Suresh, Harini, Emily Tseng, Meg Young, Mary Gray, Emma Pierson, and Karen Levy. 2024. “Participation in the Age of Foundation Models.” Proceedings of the 2024 ACM Conference on Fairness, Accountability, and Transparency (New York, NY, USA), FAccT ’24, June 5, 1609–21. https://doi.org/10.1145/3630106.3658992.

Notes

In-text annotations

"Alongside these endeavors, scholars have also described how participatory efforts can fall short of meaningfully shifting power to the marginalized, such as through participation-washing or cooptation by powerful interests" (Page 1610)

"The framework extends the carpentry metaphor of a foundation—an unfinished base that can support many different kinds of structures. Built on top of the foundation, a subfloor layer provides a level and structurally-sound base to support the top-level surface layer. In our framework, the subfloor layer encompasses technical infrastructure, norms, and/or governance for a grounded domain (e.g., reproductive health)." (Page 1610)

"Participatory traditions have a long history in and outside of technology design [5, 42, 46, 69, 74, 75]. Specific motivations for participation vary, and include redistributing decision-making power to those who have less [75], learning from participants’ expertise or preferences [39, 87], or meeting epistemic goals such as procedural fairness" (Page 1610)

". Why are participatory approaches thus far limited to those that lend little power to stakeholders? We argue that the intersection of primarily corporate control and context-agnostic models leads to a participatory ceiling on what is possible when attempting to directly intervene on a foundation model." (Page 1613)

"Foundation model developers currently lack incentives to share control with communities. In our analysis, the stakes of participation are most often limited to consultation." (Page 1613)

"But the primacy of proprietary models managed by corporate actors creates an additional layer of detachment separating public stakeholders from decision-making processes. If meaningful participation requires the distribution of some decision-making power, this shift is not easily managed by firms, which are primarily constituted to protect shareholder interests rather than open collaboration to societal stakeholders." (Page 1613)

"Harrington et al. [51] argue, asking marginalized communities to engage in the “blue-sky ideation” of technology design risks ultimately frustrating underserved individuals. By focusing instead on the real harms and concerns people are presently experiencing, developers can limit the material and affective demands of participation [34], acknowledge participants as experts on local knowledge systems, and create outputs that more closely reflect actual downstream needs." (Page 1614)

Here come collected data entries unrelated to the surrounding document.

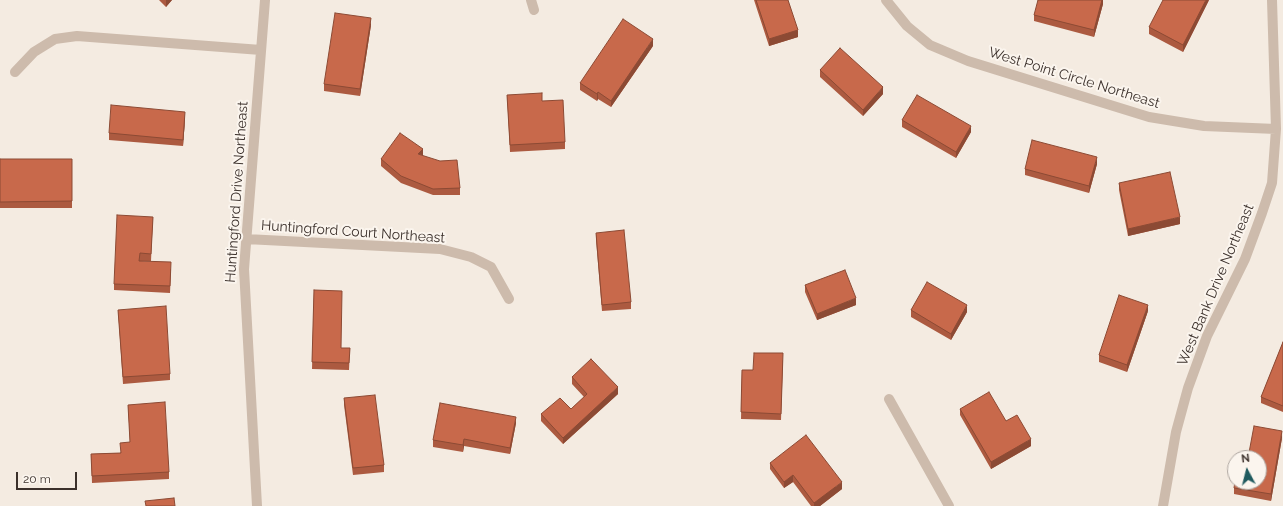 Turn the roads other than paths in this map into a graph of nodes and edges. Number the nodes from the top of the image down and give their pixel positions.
1 (265, 0) edge
2 (531, 0) edge
3 (886, 0) edge
4 (1272, 0) edge
5 (534, 10) dead end
6 (261, 50) junction
7 (15, 72) dead end
8 (1276, 129) junction
9 (246, 239) junction
10 (508, 299) dead end
11 (889, 399) dead end
12 (257, 506) edge
13 (949, 506) edge
14 (1163, 506) edge

1 - 6 street, Huntingford Drive Northeast
2 - 5 street
3 - 8 street, West Point Circle Northeast
4 - 8 street, West Bank Drive Northeast
6 - 7 street
6 - 9 street, Huntingford Drive Northeast
8 - 14 street, West Bank Drive Northeast
9 - 10 street, Huntingford Court Northeast
9 - 12 street, Huntingford Drive Northeast
11 - 13 street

"UbuntuAI [36, 77] proposes a system that responds to the expropriation by foundation models of African artists’ intellectual property by collaboratively creating a licenseable dataset of their work. While the project is still exploratory, its approach touches on the collaboration mode of participation, with ongoing co-creation of the dataset and a compensation structure that lends itself to community control." (Page 1614)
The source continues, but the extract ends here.